Hopes for my thirties
• Although I did some charity work in my twenties I can do more. One of the ambitions I have for a charitable arm to Bright.Bazaar is to launch a project or initiative that harnesses the positive power of color in communities.
• I hope to slow down. Life has moved at a million miles an hour and while I’ve always been a doer, I do want to take a slightly slower pace so that I can soak up, appreciate and recognize amazing experiences as they are happening.
• I’ve wanted to buy a house since the day I graduated but with the recession and moving to a new country it was off the cards for most of my twenties. It’s a priority for my heartmate and I to make it happen in our thirties.
• I touched on this earlier but we both would love to welcome a dog into our little family.

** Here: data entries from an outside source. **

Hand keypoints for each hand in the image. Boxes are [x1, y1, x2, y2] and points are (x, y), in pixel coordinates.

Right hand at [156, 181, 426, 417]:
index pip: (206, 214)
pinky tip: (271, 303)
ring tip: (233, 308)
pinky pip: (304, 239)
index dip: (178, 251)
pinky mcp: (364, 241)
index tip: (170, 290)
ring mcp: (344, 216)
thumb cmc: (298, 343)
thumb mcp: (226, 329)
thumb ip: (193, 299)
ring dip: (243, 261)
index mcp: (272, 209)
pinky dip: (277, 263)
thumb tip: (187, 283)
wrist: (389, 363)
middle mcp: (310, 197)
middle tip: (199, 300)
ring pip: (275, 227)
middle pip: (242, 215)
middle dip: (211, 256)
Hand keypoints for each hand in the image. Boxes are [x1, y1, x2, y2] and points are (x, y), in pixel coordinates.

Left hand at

• I’m keen to continue growing creatively. One of the best things about starting the blog was that it led me to discover a creative endeavor I was good at: photography. Alongside designing real rooms, photography is the side of my business and work that I enjoy the most. In the past six months I’ve been slowly teaching myself how to take better drone photographs and videos. My next step is to go to drone school and get my pilot license so I can make commercial videos. Exciting!
• I would like to go back to school and build on my interior design skills with the view to potentially starting my own interior design firm.

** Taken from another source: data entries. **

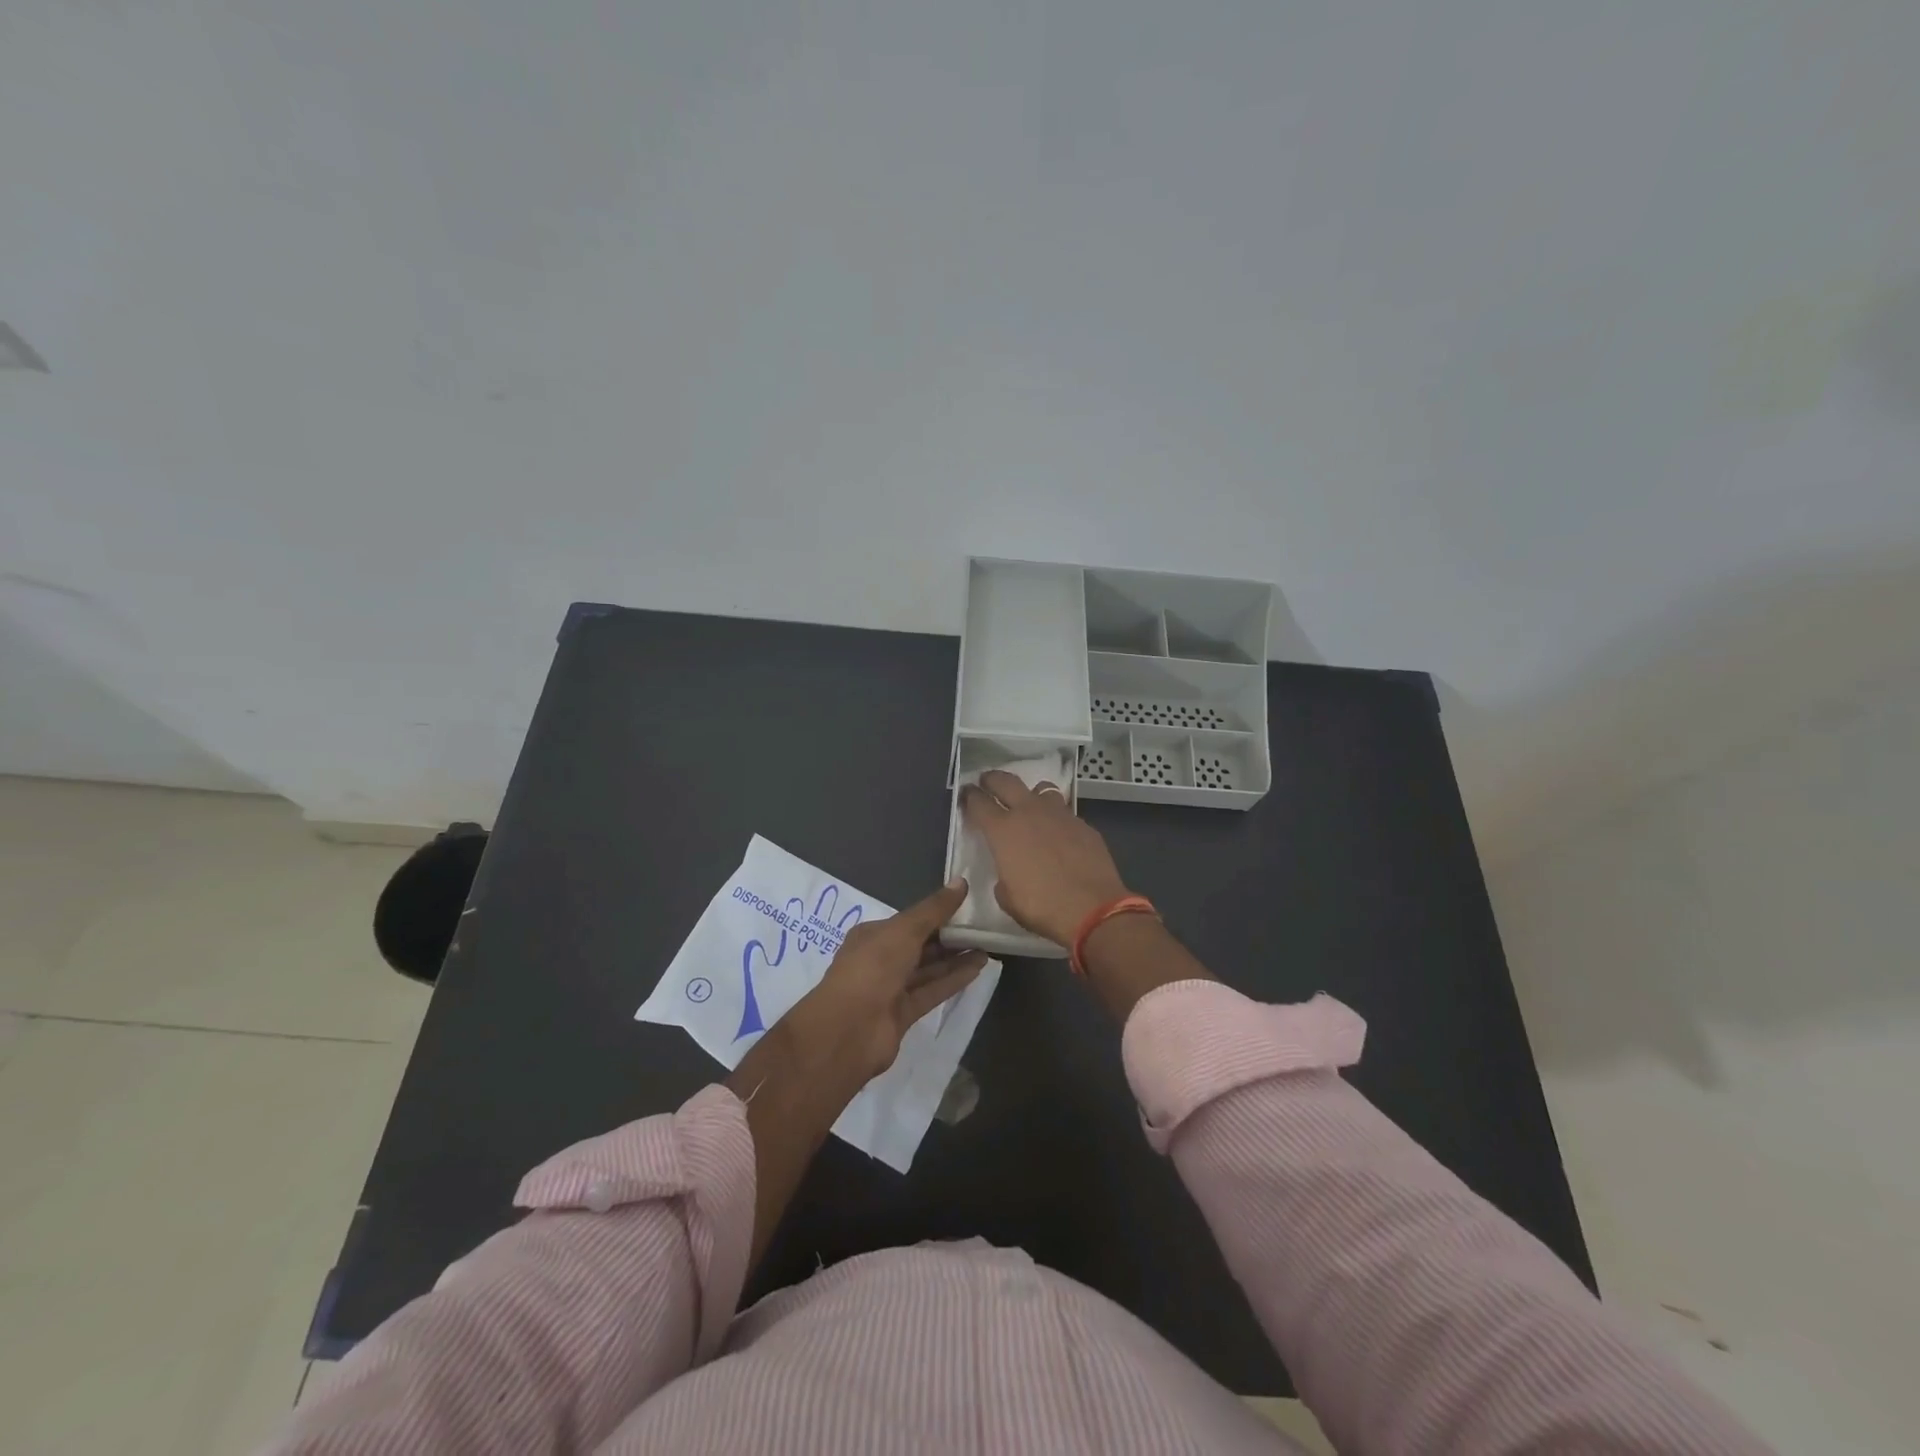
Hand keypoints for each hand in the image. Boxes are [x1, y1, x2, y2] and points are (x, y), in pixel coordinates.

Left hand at [782, 879, 988, 1084]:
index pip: (909, 921)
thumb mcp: (904, 930)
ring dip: (955, 959)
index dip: (936, 913)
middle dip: (949, 937)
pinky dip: (953, 980)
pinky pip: (932, 991)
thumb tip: (962, 881)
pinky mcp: (903, 1014)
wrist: (849, 1030)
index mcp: (872, 935)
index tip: (967, 906)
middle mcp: (880, 960)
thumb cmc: (873, 968)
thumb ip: (934, 909)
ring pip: (928, 969)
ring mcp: (891, 989)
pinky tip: (978, 968)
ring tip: (987, 946)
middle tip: (983, 927)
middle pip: (920, 945)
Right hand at [959, 769, 1131, 945]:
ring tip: (1030, 806)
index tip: (966, 794)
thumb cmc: (1041, 906)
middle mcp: (1030, 813)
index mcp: (1003, 830)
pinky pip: (1065, 813)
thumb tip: (1009, 870)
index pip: (979, 802)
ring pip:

• Reading is a part of my life now but I would like to do more of it. A book a month, at least.
• Having worked almost non-stop throughout my twenties and often feeling guilty at even taking a morning off work, I now see that it’s not healthy to live like that. Hobbies and relaxation time away from work are so important and I’d like take painting classes to have a regular time out. Painting is that has nothing to do with my creative business or work but it’s a skill and hobby that I’d like to study so I’m switching off in a way that still feels productive!
• I used to spend a lot of time in the kitchen cooking. Then, when my business took off and I was self-employed I had less regular hours. Anytime I wasn’t working I felt guilty – yes, even if it was to cook meals! – so over the years I cooked less and less. Moving to NYC with relatively affordable restaurants on the doorstep has made it so tempting to eat out/order in a lot. In Manhattan groceries are often more expensive than bought meals (yes, really), but I miss home cooking. Our new apartment has a full-size kitchen and I’ve been cooking more since we moved in September last year. I’d love to work with a nutritionist to improve my diet so that it marries with my exercise routine.
• Overall, I want to harness the positive state of mind I’m now in so that I keep an open mind to all opportunities and experiences. I never would have thought what I am doing now would share my life a decade ago, so who knows what’s next. I’m pumped for it!